▶ EXERCISE BRIEF:
Here are some records; quote them exactly, leaving out the pictures.
◆ ◆ ◆ ◆ ◆ ◆ ◆
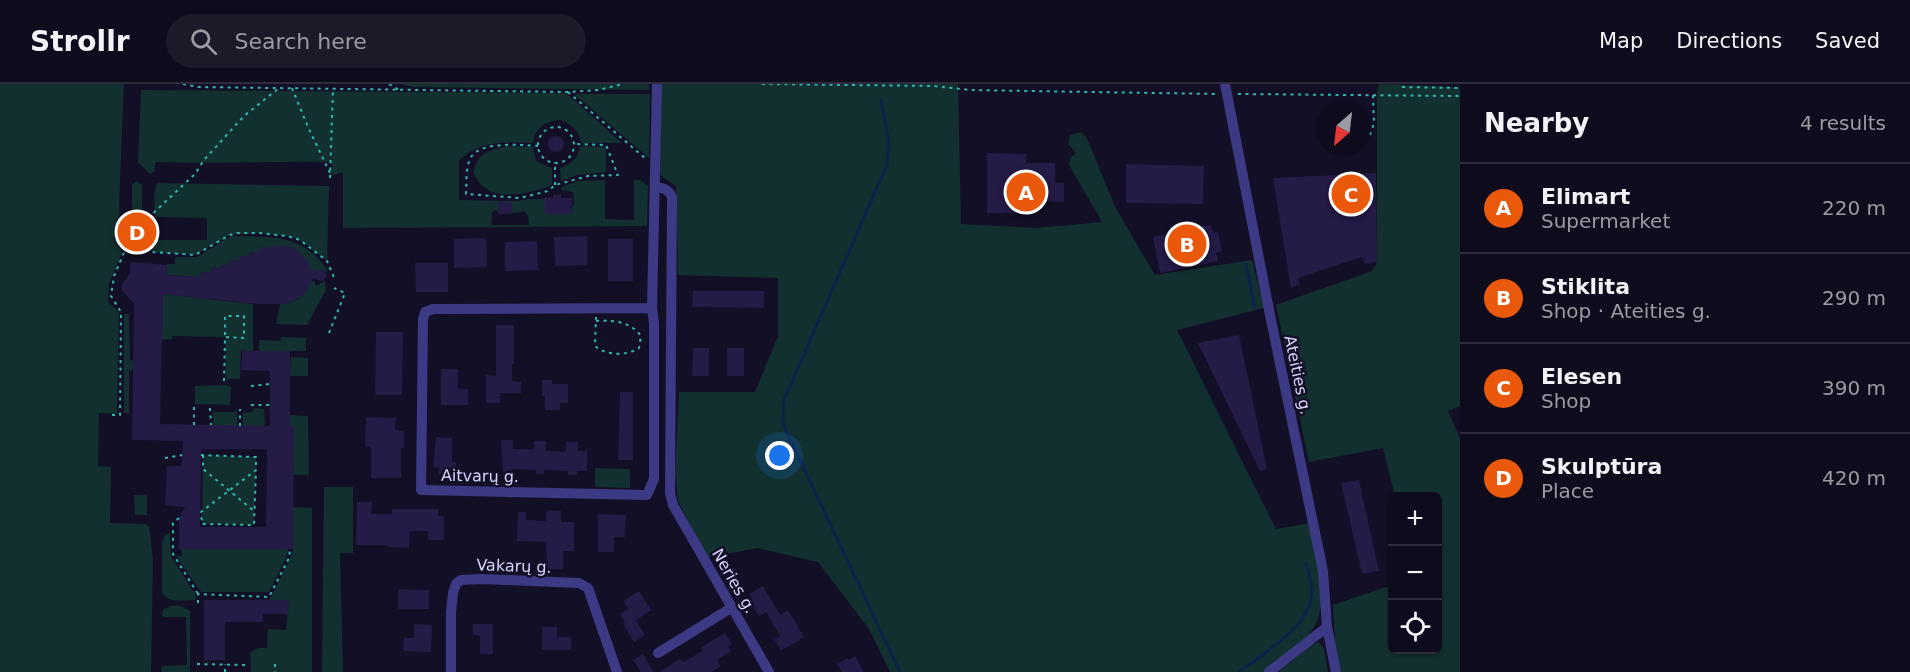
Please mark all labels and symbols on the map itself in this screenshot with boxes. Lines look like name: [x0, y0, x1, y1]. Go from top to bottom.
north arrow: [1316, 102, 1370, 156]
pin: A: [1006, 170, 1046, 214]
pin: C: [1332, 172, 1370, 216]
pin: D: [118, 210, 156, 254]
pin: B: [1168, 222, 1206, 266]
street label: Ateities g.: [1280, 334, 1316, 416]
your location: [765, 441, 794, 470]
street label: Aitvarų g.: [441, 466, 519, 486]
street label: Neries g.: [708, 545, 760, 617]
street label: Vakarų g.: [476, 555, 552, 577]

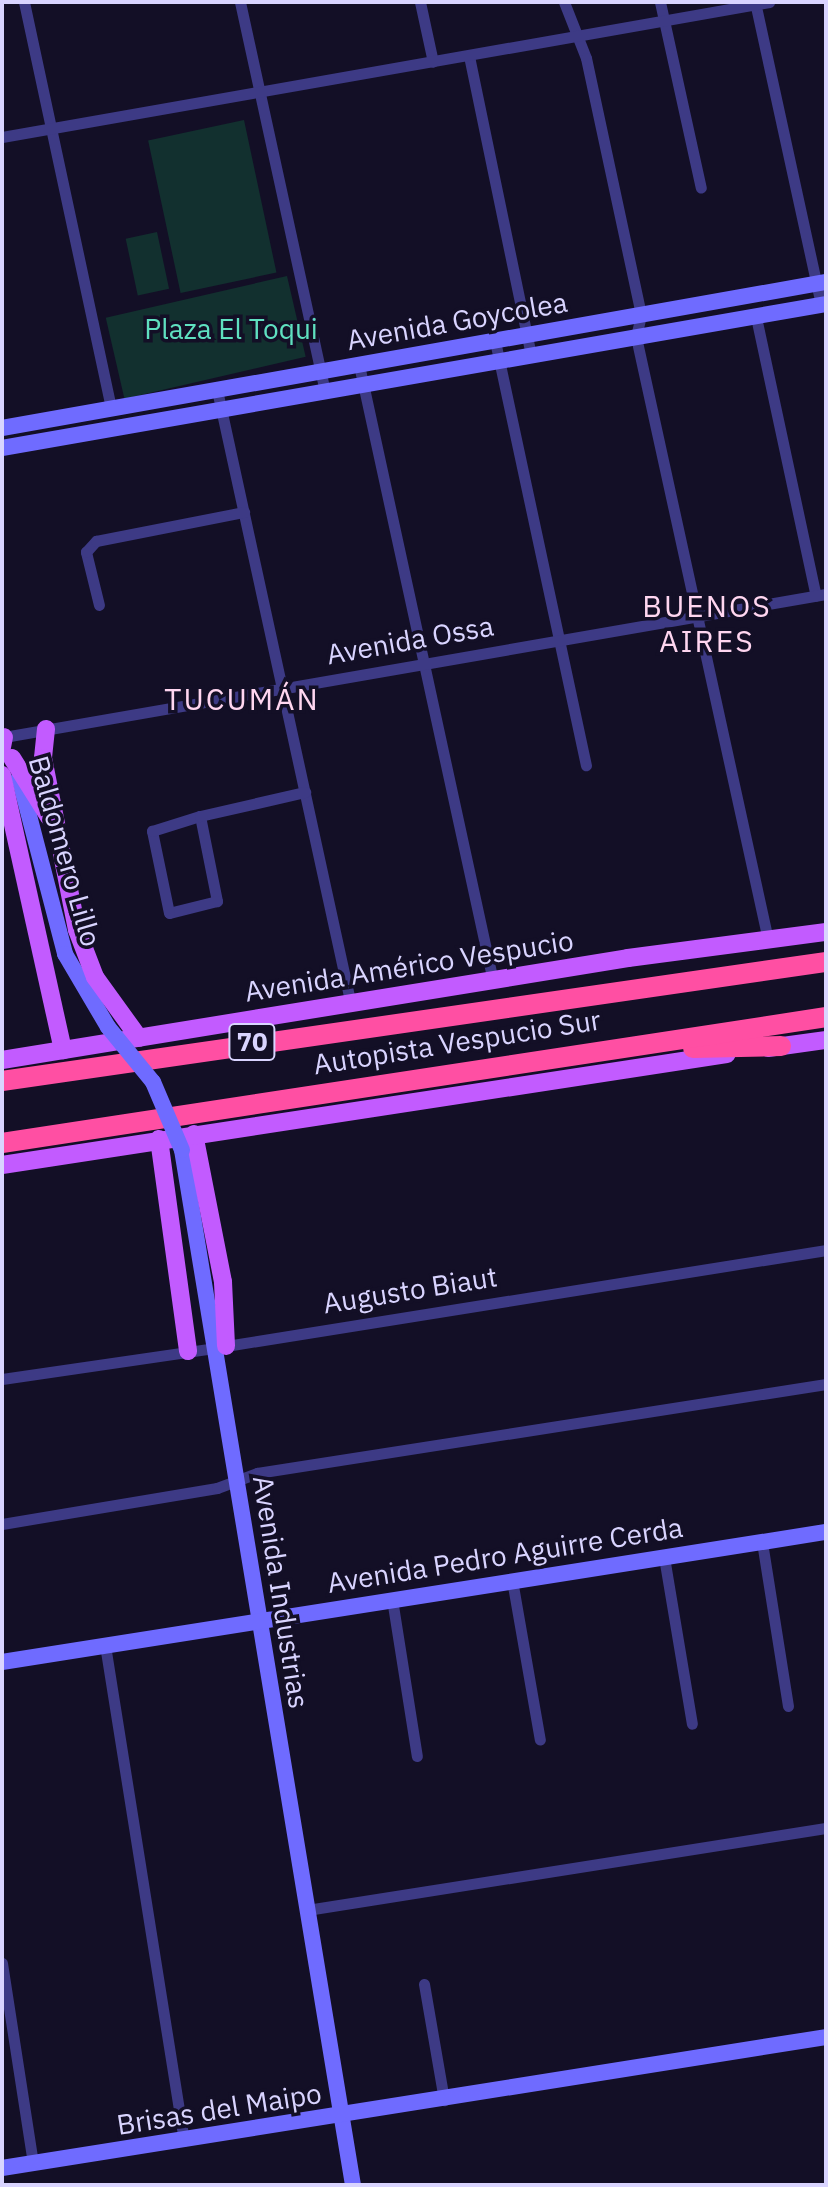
◆ ◆ ◆ ◆ ◆ ◆ ◆
▶ ANSWER SECTION:
Please mark all labels and symbols on the map itself in this screenshot with boxes. Lines look like name: [x0, y0, x1, y1]. Go from top to bottom.
north arrow: [1316, 102, 1370, 156]
pin: A: [1006, 170, 1046, 214]
pin: C: [1332, 172, 1370, 216]
pin: D: [118, 210, 156, 254]
pin: B: [1168, 222, 1206, 266]
street label: Ateities g.: [1280, 334, 1316, 416]
your location: [765, 441, 794, 470]
street label: Aitvarų g.: [441, 466, 519, 486]
street label: Neries g.: [708, 545, 760, 617]
street label: Vakarų g.: [476, 555, 552, 577]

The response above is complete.